Evelyn: Again, I’d probably do it once or twice a year. You don’t always want to be like, “No you can’t do that unless you pay me.” But usually what they’re asking is so inconsequential, it literally does take you not that much time.
But no, I don’t, I don’t have too many people like that anymore.
Colleen: Me, neither. Thank goodness!
Evelyn: Probably, early, early, early in my career—and I would say rarely—I would do logos and then go to show them to people and they wouldn’t want to pay for them. They’d be like, “That’s great” and take the art—because this is even before files. You were actually giving them art.
They wouldn’t want to pay me and I was thinking, oh, geez, what do I do? I don’t have a bodyguard to go over there and strong arm them. I’m going to take your money out if you don’t give me my money. I know it happened to me a couple times and so I definitely learned you’ve got to get some money up front before you do anything.
Colleen: Yeah.
Evelyn: If you don’t know them—
Colleen: And then invoice frequently.
Evelyn: I would say that the biggest thing that you’ve just got to start doing if you’re a new designer and I know when you’re in your 20s and you just graduate art school or graphic design or whatever program that you’ve been in and you’re. Somebody wants you to do something. It’s really exciting. Yes, I got all these ideas and you want to dig right into it. But I just say stop. Stop yourself and say, “I need some money.”
Colleen: “I need to put my business cap on.”
Evelyn: “Now I’ve got to get some money from you first.”
Colleen: But it makes you look like more of a professional to do that.
Evelyn: Absolutely.
Colleen: …as opposed to not having a contract of some sort in place and then money up front because it’s saying, “I’m worth it,” and I’m going to be like, I’m taking this seriously and I want to get paid.
Evelyn: And from the client perspective, you’re making an investment. This is something that you’re investing in. We’re equally wanting to do a good job in and you to be happy at the end of it. I do think people value things more when they pay for them.
Colleen: Absolutely.
Evelyn: So if you get something for free, you’re just generally like, ah. Like I was just saying about my friends, if they need something quick, I still do make them pay me because I don’t want to do free stuff ever. Because, because it positions the value in their mind. It’s not that I need that money. It’s like, “I want you to know that there’s value in what I’m giving you, so you need to pay me some money for it.”
Colleen: Right.
Evelyn: This is for your benefit, not mine.
Colleen: You can even give them an invoice that shows the full rate of what you would normally charge. And then here’s what you paid.

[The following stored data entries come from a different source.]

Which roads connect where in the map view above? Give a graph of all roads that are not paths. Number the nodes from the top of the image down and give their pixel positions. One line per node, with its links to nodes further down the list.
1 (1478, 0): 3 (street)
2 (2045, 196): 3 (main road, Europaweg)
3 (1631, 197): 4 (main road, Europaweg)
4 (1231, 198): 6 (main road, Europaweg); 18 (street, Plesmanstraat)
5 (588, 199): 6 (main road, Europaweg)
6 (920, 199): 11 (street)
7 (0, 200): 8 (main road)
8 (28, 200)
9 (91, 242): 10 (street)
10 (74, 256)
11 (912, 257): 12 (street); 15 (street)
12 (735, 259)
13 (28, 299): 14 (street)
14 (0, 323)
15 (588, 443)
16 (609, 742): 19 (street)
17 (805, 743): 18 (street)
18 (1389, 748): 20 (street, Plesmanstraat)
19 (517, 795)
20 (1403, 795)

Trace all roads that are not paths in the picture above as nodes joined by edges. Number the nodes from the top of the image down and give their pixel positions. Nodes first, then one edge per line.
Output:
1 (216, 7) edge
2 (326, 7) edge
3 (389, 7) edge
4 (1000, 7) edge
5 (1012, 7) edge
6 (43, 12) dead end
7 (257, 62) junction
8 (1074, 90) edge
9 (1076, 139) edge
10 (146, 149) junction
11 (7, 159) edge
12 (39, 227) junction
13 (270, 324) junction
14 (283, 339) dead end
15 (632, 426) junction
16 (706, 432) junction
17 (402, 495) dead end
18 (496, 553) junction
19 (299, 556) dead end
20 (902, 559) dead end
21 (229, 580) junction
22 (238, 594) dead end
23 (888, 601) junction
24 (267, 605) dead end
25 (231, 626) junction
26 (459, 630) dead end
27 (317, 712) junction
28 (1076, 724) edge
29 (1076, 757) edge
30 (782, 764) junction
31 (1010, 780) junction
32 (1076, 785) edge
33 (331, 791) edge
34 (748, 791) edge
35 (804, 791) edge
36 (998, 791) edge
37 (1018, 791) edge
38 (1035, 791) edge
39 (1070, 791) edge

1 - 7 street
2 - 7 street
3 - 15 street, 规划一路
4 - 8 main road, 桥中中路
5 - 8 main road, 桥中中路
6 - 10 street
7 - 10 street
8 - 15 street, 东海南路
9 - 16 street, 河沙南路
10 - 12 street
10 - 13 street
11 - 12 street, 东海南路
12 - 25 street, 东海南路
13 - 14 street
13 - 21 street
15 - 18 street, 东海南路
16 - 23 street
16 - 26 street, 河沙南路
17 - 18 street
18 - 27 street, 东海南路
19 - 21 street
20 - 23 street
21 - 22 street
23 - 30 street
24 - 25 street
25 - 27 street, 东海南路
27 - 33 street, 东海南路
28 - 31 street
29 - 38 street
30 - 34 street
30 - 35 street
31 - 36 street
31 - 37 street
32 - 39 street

Evelyn: There was a situation… and this is actually a great story. So me and my husband, we had… Our kids were really young and we had just bought our house and we literally had no money. Okay. We were just stretched thin, and my daughter wanted to do a theater camp. She was about 7 or 8, and I knew the couple that ran this organization and so I emailed the woman who ran it and I had talked to her at my daughter’s school and I said, “Listen, I really want my daughter to be able to do this camp this summer.” It was $600.
I said, “I literally don’t have $600 to pay you right now. I said, is there any way you would ever consider bartering?” I said, “I’m a designer. Is there anything that you would consider bartering so that she could be in this camp and I’ll do $600 worth of graphic design work for you?”
Of course, I figured she would just email me back and say, “No, thanks.” But she could. Instead, she said, “Yes. Oh, my God, we have so many things that you could do that. We would love it if you could do that for us.” So we did. We set all the parameters out. I did that thing for… Then it wound up that my daughter wanted to do the camps every year for several years. I would just barter with them and we would always kind of do this equal exchange. And then of course my daughter, who’s now in college, graduated out of it, but they still liked me and still wanted me to do their stuff, so now they’re a paying client.
So there you go. There’s a situation where I was trying to make lemonade out of lemons and then it turned out to be just a fantastic little client. So sometimes you can figure out different ways to get services if you don’t have the money and I actually have something kinda like that going on right now with somebody who wants some work but doesn’t really have the money. So we’re thinking of maybe some creative ways. Again, this is pretty small stuff. I wouldn’t do this with a big web build or something like that.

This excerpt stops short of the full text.